اَزْكٰى mahzuf mübtedanın haberi olup elif üzere mukadder damme ile merfûdur. Takdiri; هو şeklindedir. طَعَاماً temyiz olup fetha ile mansubdur.
فَ atıf harfidir. ل emir lamıdır. لْيَأْتِكُمْ illet harfinin hazfıyla meczum muzari fiildir. Faili müstetir olup takdiri هو ‘dir. Muttasıl zamir كُمْ mef’ûlun bih olarak mahallen mansubdur. بِرِزْقٍ car mecruru يَأْتِكُمْ fiiline mütealliktir. مِنْهُ car mecruru بِرِزْقٍ ’in mahzuf haline mütealliktir.

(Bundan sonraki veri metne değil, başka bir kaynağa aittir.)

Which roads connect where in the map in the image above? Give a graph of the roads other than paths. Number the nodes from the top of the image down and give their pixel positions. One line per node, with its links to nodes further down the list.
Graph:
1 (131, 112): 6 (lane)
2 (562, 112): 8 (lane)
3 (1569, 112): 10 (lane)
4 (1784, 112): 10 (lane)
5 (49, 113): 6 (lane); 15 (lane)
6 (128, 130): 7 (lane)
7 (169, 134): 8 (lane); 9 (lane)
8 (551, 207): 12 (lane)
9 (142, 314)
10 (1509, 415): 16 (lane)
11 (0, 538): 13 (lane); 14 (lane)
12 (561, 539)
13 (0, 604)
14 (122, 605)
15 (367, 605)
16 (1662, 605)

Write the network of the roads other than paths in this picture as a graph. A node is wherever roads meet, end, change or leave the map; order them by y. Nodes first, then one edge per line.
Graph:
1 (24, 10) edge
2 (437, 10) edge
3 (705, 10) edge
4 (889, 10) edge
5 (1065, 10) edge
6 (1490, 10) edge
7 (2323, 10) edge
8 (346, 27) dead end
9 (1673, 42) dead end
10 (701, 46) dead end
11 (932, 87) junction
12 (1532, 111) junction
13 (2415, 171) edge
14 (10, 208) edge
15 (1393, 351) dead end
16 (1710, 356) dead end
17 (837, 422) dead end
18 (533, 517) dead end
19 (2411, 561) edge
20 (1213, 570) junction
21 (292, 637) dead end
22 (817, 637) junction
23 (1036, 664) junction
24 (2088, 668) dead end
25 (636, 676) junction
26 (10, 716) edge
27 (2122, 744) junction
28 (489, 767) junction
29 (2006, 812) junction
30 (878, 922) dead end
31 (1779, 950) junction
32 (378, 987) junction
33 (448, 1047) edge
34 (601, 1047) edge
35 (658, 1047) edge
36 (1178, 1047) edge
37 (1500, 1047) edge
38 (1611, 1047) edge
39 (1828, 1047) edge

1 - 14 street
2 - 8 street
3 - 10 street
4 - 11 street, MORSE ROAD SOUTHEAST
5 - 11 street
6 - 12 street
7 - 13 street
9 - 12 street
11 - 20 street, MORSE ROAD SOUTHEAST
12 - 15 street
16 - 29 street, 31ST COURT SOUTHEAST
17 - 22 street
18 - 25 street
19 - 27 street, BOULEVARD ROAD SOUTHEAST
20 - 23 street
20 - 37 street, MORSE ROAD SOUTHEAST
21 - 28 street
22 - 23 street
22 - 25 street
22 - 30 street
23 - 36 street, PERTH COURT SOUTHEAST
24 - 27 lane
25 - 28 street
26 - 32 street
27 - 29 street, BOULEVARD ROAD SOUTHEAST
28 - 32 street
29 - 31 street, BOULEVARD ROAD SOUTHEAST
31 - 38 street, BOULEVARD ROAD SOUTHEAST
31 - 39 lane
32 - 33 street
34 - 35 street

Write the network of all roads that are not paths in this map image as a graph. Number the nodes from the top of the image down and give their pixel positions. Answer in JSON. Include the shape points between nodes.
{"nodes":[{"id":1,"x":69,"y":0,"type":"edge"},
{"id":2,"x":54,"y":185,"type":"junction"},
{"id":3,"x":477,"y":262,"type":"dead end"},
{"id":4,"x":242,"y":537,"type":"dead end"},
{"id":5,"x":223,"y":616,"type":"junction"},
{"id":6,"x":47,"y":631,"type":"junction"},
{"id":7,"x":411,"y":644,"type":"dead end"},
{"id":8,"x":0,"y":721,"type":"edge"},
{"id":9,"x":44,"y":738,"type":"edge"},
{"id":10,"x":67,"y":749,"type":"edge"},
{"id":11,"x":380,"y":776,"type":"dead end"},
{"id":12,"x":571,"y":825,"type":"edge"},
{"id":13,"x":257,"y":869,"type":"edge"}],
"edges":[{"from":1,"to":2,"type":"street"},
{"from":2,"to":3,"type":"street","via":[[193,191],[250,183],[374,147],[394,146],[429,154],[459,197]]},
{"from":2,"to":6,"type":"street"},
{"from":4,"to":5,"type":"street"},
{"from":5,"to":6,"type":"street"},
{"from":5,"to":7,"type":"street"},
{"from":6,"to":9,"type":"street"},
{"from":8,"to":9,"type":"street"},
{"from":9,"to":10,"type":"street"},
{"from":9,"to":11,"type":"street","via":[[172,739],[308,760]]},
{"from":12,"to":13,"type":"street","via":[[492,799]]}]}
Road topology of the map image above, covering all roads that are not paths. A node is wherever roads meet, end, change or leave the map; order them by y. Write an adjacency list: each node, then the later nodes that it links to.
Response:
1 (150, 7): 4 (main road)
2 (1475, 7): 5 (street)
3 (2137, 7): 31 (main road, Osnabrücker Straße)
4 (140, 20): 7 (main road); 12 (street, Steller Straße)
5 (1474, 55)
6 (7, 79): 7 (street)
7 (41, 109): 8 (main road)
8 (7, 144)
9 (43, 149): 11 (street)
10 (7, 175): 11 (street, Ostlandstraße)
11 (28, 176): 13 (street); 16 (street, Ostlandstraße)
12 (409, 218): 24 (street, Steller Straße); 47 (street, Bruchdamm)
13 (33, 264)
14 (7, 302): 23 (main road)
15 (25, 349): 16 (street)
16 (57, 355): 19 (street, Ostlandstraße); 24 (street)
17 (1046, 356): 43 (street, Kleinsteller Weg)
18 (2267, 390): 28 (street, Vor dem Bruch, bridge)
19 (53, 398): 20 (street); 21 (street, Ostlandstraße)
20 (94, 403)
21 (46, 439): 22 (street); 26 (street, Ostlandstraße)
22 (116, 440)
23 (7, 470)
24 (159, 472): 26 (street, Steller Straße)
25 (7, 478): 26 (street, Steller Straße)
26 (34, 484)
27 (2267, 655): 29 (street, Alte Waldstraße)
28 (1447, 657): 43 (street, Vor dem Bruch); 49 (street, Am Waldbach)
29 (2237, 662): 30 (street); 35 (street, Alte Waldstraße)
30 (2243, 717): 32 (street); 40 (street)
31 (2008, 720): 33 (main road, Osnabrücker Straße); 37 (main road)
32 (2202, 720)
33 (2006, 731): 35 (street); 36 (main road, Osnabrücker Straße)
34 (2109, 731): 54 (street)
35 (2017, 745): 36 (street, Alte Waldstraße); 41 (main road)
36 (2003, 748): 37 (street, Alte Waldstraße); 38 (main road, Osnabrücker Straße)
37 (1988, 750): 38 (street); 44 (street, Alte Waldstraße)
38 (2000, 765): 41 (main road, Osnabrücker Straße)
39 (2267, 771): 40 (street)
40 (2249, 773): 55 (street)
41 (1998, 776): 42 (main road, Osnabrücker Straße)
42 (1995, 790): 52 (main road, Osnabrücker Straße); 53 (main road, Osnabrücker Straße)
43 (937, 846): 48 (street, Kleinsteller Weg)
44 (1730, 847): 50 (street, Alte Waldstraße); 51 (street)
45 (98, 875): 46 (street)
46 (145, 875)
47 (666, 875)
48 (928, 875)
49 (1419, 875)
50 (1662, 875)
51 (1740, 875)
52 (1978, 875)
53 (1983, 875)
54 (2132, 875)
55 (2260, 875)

وَ atıf harfidir. Matuf ile matufun aleyhin hükümde ortak olduğunu belirtir. İkisi arasında tertip (sıra) olduğunu göstermez. Vav ile yapılan atıfta matuf ile matufun aleyh yer değiştirebilir. (Arapça Dilbilgisi Ayetlerle Nahiv Bilgisi)
ل emir lamıdır. يَتَلَطَّفْ sükun ile meczum muzari fiildir. Faili müstetir olup takdiri هو ’dir.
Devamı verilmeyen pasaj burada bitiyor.